7° Le texte, s’il est voté, peut-il être amendé par quiconque ? Non, on ne rajoute ni ne retranche rien.
8° Quel seuil minimal de participation au vote ? 50% du corps électoral pour les lois, 70% pour les questions constitutionnelles.
9° Le parlement, le gouvernement ou le chef d’état peuvent-ils rejeter le vote ? Non.
10° Quelle institution indépendante pour vérifier la mise en oeuvre ? Un conseil constitutionnel refondu et rénové composé de trois constitutionalistes et d’un nombre à déterminer de citoyens tirés au sort.
11° Une fois le vote réalisé quel délai pour l’écriture d’une loi et ses décrets d’application ? Le plus vite possible, 3 mois maximum. Le Conseil Constitutionnel rénové vérifie que la loi écrite ne contredit ni ne modifie le sens du texte initial de la pétition.

B)  Mais le Référendum d’Initiative Citoyenne, s’il est nécessaire, ne suffit pas à faire une démocratie effective.

  Considérer que le Référendum d’Initiative Citoyenne à lui seul permettrait au peuple d’exercer la souveraineté nationale c’est penser que le peuple pourrait se passer de représentants et même peut-être de gouvernants. Imaginer que le peuple pourrait se gouverner lui-même sans médiation aucune, c’est rêver d’un peuple uni dans une espèce de fusion, sans contradictions, sans conflits, sans institutions pour régler les différends. Ça supposerait d’autre part résolus quelques problèmes de taille, comme l’inégale compétence des individus selon les sujets à traiter, l’inégale appétence de chacun envers la chose publique, etc. Sans compter qu’on ne pourra pas faire un référendum tous les quatre matins.

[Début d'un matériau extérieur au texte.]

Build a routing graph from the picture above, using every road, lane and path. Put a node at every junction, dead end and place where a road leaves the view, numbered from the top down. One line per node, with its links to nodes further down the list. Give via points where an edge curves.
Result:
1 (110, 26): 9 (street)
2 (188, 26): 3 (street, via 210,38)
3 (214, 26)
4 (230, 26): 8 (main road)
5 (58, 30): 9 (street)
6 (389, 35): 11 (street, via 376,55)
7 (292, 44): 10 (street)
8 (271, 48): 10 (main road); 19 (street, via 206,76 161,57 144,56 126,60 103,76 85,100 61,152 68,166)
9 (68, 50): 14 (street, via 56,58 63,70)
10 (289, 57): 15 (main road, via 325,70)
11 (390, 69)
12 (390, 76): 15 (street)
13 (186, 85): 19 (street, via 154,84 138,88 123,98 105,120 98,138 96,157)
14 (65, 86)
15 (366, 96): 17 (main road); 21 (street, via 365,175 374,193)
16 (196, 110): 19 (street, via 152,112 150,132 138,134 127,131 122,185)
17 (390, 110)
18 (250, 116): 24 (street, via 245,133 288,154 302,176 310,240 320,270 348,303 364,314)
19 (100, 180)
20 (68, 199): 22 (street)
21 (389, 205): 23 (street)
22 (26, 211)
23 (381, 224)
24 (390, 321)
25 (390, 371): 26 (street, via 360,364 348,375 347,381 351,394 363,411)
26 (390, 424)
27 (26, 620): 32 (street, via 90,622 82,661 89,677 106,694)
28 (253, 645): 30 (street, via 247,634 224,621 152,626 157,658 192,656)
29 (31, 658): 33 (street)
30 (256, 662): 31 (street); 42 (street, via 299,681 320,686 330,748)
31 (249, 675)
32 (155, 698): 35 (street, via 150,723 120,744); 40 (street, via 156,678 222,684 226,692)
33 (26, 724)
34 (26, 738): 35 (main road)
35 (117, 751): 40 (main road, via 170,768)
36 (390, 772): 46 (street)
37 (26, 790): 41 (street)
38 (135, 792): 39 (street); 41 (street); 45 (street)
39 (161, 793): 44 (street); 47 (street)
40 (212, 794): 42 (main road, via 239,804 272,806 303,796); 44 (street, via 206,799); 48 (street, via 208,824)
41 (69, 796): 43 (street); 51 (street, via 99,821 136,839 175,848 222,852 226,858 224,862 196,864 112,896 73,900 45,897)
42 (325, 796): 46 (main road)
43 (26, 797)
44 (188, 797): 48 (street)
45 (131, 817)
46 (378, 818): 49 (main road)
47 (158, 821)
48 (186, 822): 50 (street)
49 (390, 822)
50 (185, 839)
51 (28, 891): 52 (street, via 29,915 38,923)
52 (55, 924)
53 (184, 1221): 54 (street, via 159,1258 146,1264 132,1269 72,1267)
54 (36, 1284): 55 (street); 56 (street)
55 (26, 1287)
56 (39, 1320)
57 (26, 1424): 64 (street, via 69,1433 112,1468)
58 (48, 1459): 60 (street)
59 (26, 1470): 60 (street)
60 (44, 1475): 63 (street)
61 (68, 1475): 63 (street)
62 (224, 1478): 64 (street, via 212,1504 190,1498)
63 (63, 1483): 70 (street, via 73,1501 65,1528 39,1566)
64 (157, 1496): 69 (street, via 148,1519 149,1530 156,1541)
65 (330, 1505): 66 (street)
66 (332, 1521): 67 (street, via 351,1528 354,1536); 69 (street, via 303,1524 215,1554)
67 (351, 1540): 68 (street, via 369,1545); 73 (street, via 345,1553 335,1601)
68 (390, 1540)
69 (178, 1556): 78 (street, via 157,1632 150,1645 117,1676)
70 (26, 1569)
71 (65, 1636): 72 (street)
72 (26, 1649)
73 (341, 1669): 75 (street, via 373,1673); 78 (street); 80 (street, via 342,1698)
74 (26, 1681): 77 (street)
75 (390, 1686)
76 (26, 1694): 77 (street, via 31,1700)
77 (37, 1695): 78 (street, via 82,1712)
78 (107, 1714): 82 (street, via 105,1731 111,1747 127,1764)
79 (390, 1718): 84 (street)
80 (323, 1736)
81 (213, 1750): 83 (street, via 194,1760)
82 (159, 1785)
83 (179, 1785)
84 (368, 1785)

  Entre le peuple qui délibère et le passage à l’exécution des lois comment se passer de médiations, notamment de cette étape que constitue l’assemblée nationale, nécessairement restreinte, qui se chargera de mettre en musique les décisions. Le mérite du référendum, à condition qu’il soit vraiment à l’initiative des citoyens, est de porter une question à l’attention de tous, de délibérer afin de décider si cette question mérite de faire force de loi ou non ; mais le Référendum d’Initiative Citoyenne ne permet pas à lui seul de fabriquer telle ou telle loi, ni du comment la faire appliquer.

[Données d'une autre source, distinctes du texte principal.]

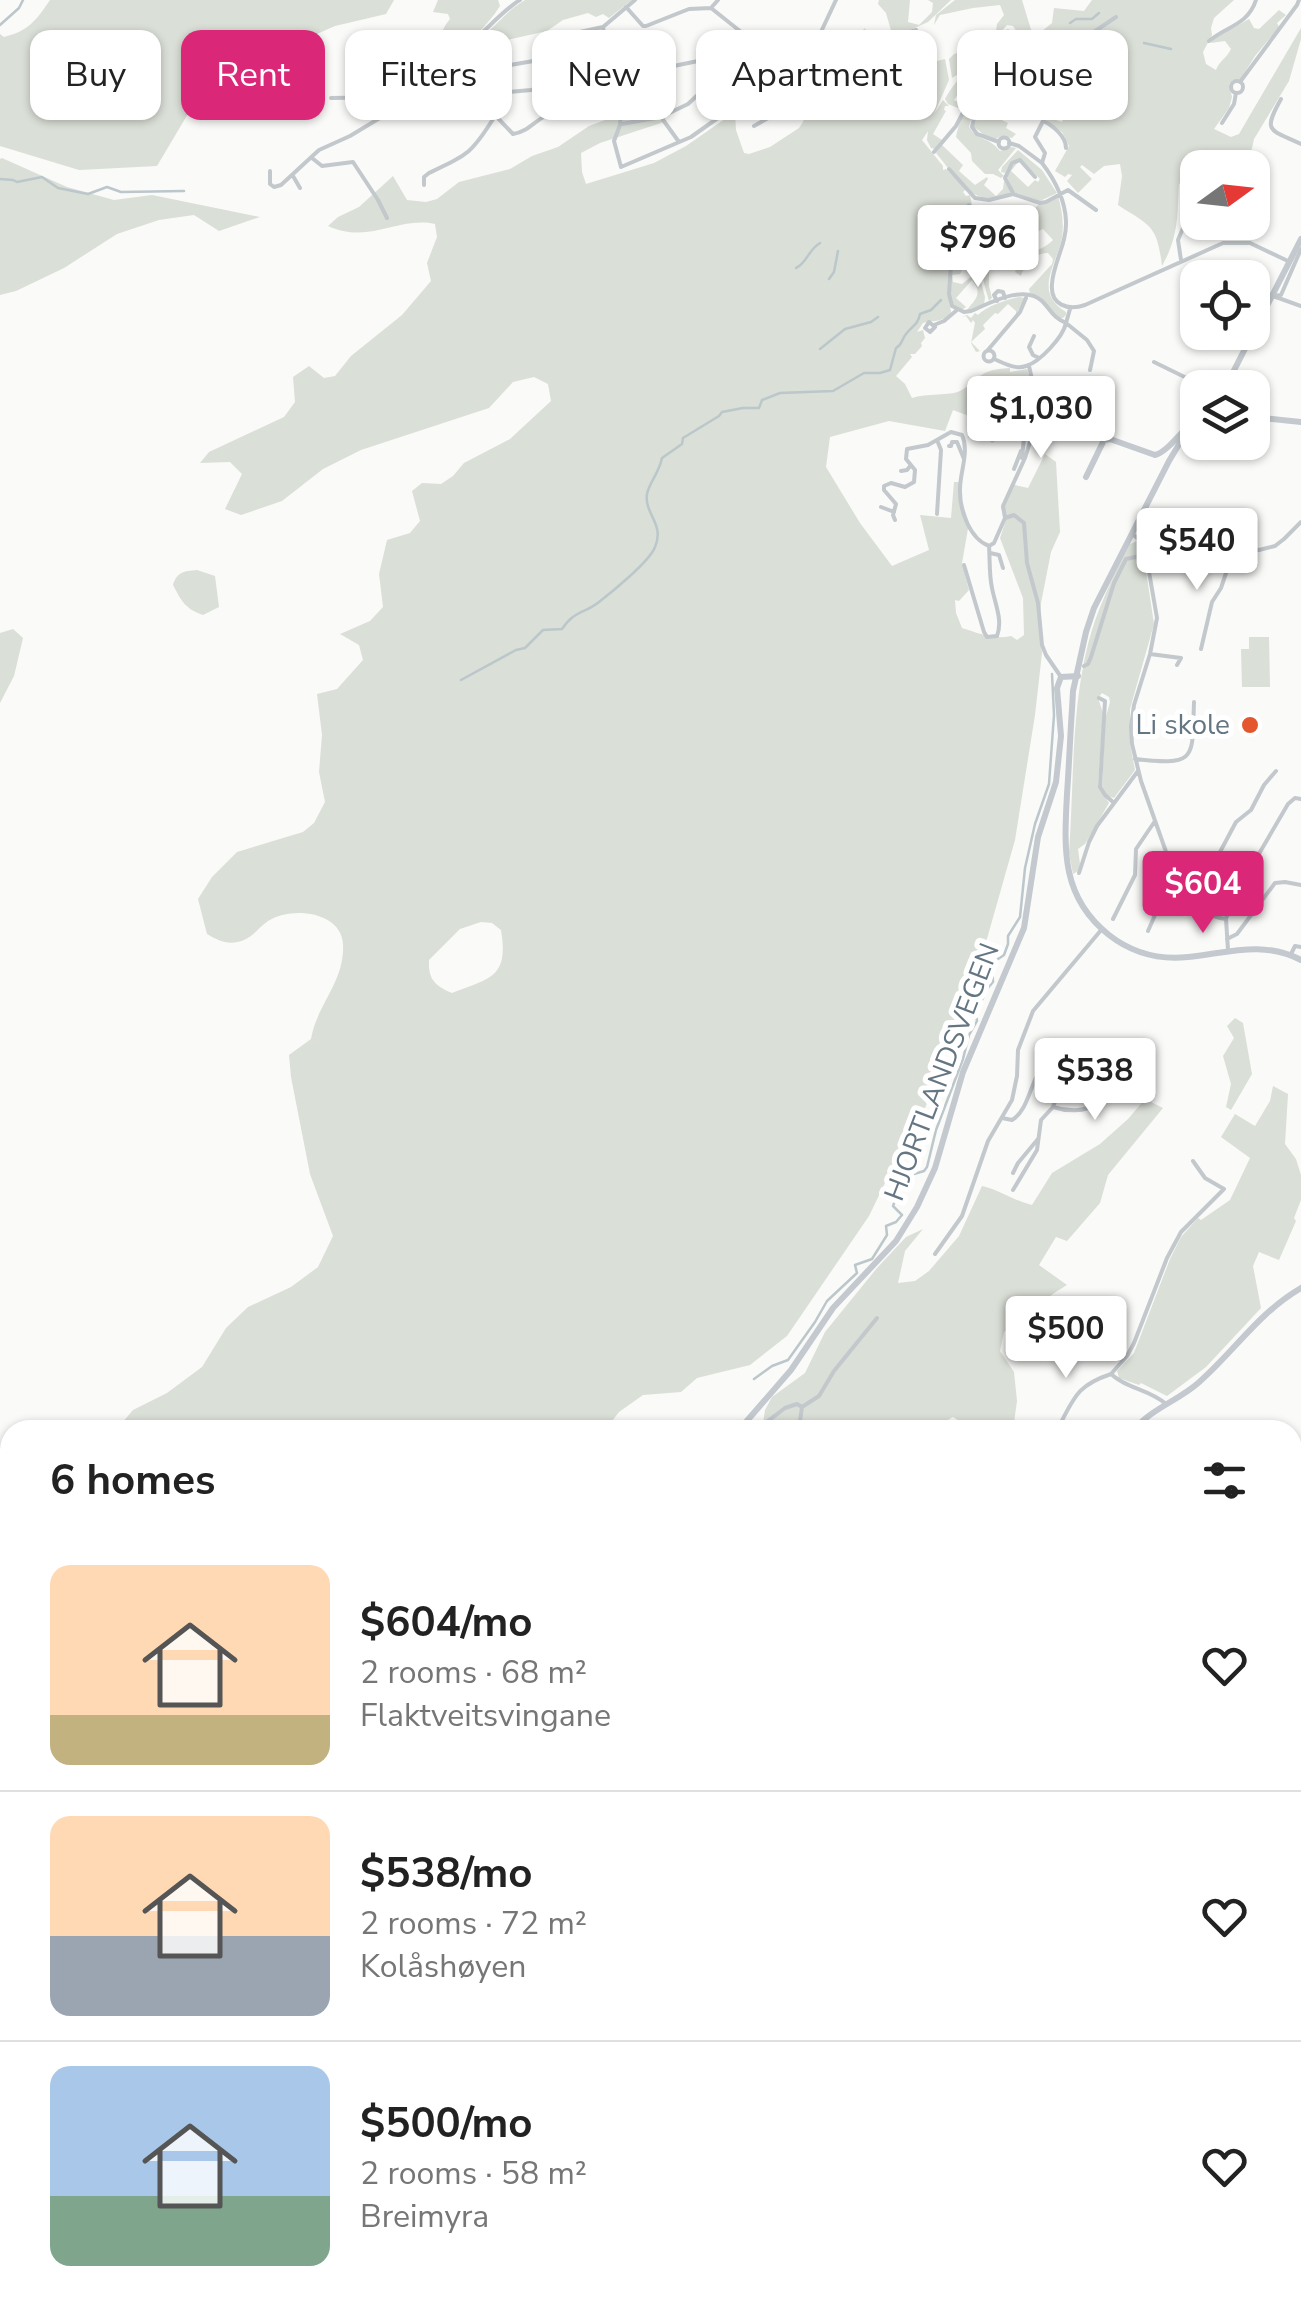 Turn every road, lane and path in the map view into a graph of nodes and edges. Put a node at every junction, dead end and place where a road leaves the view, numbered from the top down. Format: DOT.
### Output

  C’est pourquoi il ne faut pas opposer démocratie directe et démocratie représentative, ni sacraliser l’une pour diaboliser l’autre. Ce n’est pas l’idée de représentation qu’il faut combattre c’est la façon dont elle a été appliquée depuis plus de 200 ans. Il faut certainement rompre avec le système représentatif défaillant que nous connaissons, système électoral qui donne tout le pouvoir aux partis, à leur penchant naturel pour l’intrigue et le pouvoir, système qui vide de tout son sens le beau mot de démocratie ( démos-kratos = pouvoir du peuple) et mine l’idée du suffrage universel. Il ne s’agit pas pour autant de se passer de tout système représentatif ; comment se passer de représentants dans un pays de 65 millions d’habitants ? Pour remplacer ce système représentatif il faut reprendre le fil de la longue histoire au cours de laquelle le peuple a su inventer les formes démocratiques dont il avait besoin.

  Dès le moyen-âge le peuple français pour se défendre face aux puissants avait construit un système élaboré de délibération démocratique et de délégation qu’explique très bien l’historienne Florence Gauthier (1) : des réunions d’assemblées communales écrivaient leurs cahiers de doléances et désignaient leurs mandataires pour des missions précises, qui consistaient à porter ces doléances à l’échelon supérieur et à défendre leurs demandes ; ces mandats étaient impératifs, ces mandatés étaient révocables par leurs mandants s’ils ne remplissaient pas la mission qui leur était confiée. Les mandatés désignés par les assemblées primaires locales choisissaient selon le même principe des mandataires de 2ème degré au niveau régional, révocables eux aussi, qui se rendaient à Paris quand il y avait la convocation des Etats Généraux. Ce système date du 14ème siècle. On appelait « commis de confiance » ces représentants désignés pour une durée assez courte en général et révocables et dont le mandat pouvait être renouvelé.
  Cet usage démocratique des « commis de confiance » a fonctionné plus ou moins pendant quatre siècles, mais les rois n’ont plus convoqué plus les États Généraux à partir de l’avènement de la monarchie absolue au XVIIème siècle ; cet usage des « commis de confiance » a été remis à l’honneur de façon spectaculaire en 1789, puis a fonctionné pendant la période révolutionnaire de 1789 à juillet 1794.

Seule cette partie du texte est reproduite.